[Opening Source material section]

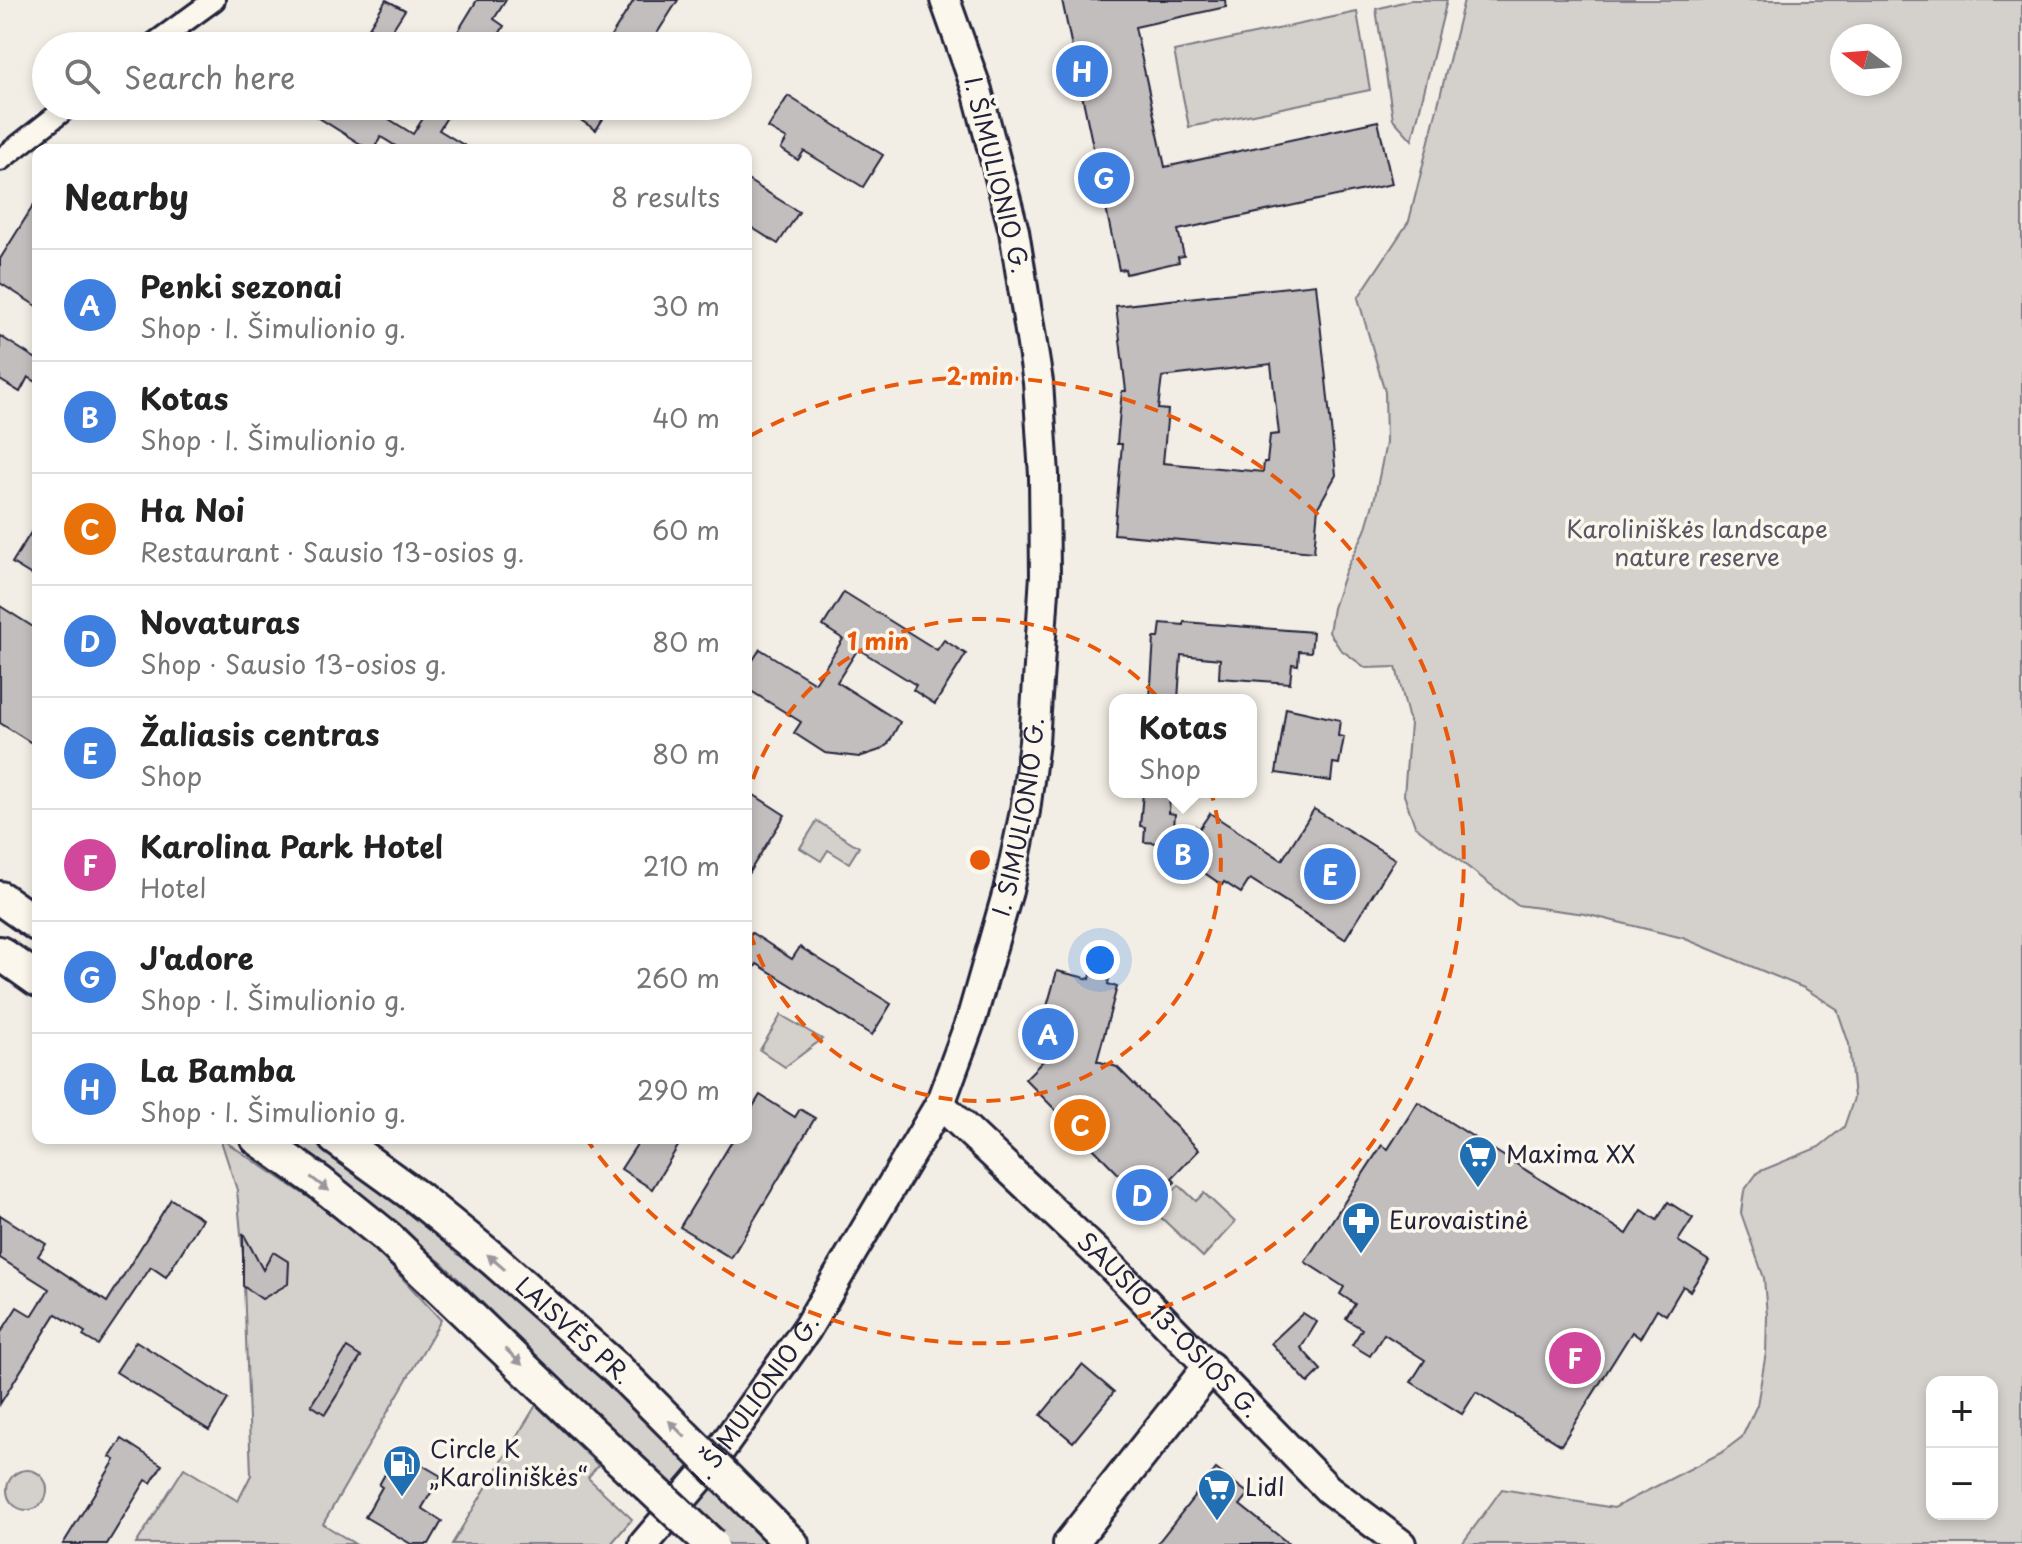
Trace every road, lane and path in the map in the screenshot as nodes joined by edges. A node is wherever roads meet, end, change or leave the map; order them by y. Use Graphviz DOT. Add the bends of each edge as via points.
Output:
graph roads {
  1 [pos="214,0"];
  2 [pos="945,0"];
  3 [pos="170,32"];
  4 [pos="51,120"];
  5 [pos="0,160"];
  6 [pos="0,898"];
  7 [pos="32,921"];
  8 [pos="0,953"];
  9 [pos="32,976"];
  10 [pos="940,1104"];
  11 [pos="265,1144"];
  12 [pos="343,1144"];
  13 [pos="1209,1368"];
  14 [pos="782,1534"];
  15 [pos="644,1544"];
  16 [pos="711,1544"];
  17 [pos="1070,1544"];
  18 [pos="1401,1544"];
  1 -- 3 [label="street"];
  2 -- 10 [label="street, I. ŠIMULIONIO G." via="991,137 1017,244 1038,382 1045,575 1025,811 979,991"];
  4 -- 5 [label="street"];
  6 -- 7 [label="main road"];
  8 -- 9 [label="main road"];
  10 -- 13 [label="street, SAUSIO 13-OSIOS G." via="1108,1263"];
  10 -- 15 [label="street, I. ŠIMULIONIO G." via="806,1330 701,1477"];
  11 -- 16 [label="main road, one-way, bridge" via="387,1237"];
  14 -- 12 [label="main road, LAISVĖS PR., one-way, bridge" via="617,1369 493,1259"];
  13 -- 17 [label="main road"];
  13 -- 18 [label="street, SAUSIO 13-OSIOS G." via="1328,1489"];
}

[Closing Source material section]

(Problem to work on): Your copy should match every record exactly and contain no pictures.

(Answer to this exercise):
Trace every road, lane and path in the map in the screenshot as nodes joined by edges. A node is wherever roads meet, end, change or leave the map; order them by y. Use Graphviz DOT. Add the bends of each edge as via points.
Output:
graph roads {
  1 [pos="214,0"];
  2 [pos="945,0"];
  3 [pos="170,32"];
  4 [pos="51,120"];
  5 [pos="0,160"];
  6 [pos="0,898"];
  7 [pos="32,921"];
  8 [pos="0,953"];
  9 [pos="32,976"];
  10 [pos="940,1104"];
  11 [pos="265,1144"];
  12 [pos="343,1144"];
  13 [pos="1209,1368"];
  14 [pos="782,1534"];
  15 [pos="644,1544"];
  16 [pos="711,1544"];
  17 [pos="1070,1544"];
  18 [pos="1401,1544"];
  1 -- 3 [label="street"];
  2 -- 10 [label="street, I. ŠIMULIONIO G." via="991,137 1017,244 1038,382 1045,575 1025,811 979,991"];
  4 -- 5 [label="street"];
  6 -- 7 [label="main road"];
  8 -- 9 [label="main road"];
  10 -- 13 [label="street, SAUSIO 13-OSIOS G." via="1108,1263"];
  10 -- 15 [label="street, I. ŠIMULIONIO G." via="806,1330 701,1477"];
  11 -- 16 [label="main road, one-way, bridge" via="387,1237"];
  14 -- 12 [label="main road, LAISVĖS PR., one-way, bridge" via="617,1369 493,1259"];
  13 -- 17 [label="main road"];
  13 -- 18 [label="street, SAUSIO 13-OSIOS G." via="1328,1489"];
}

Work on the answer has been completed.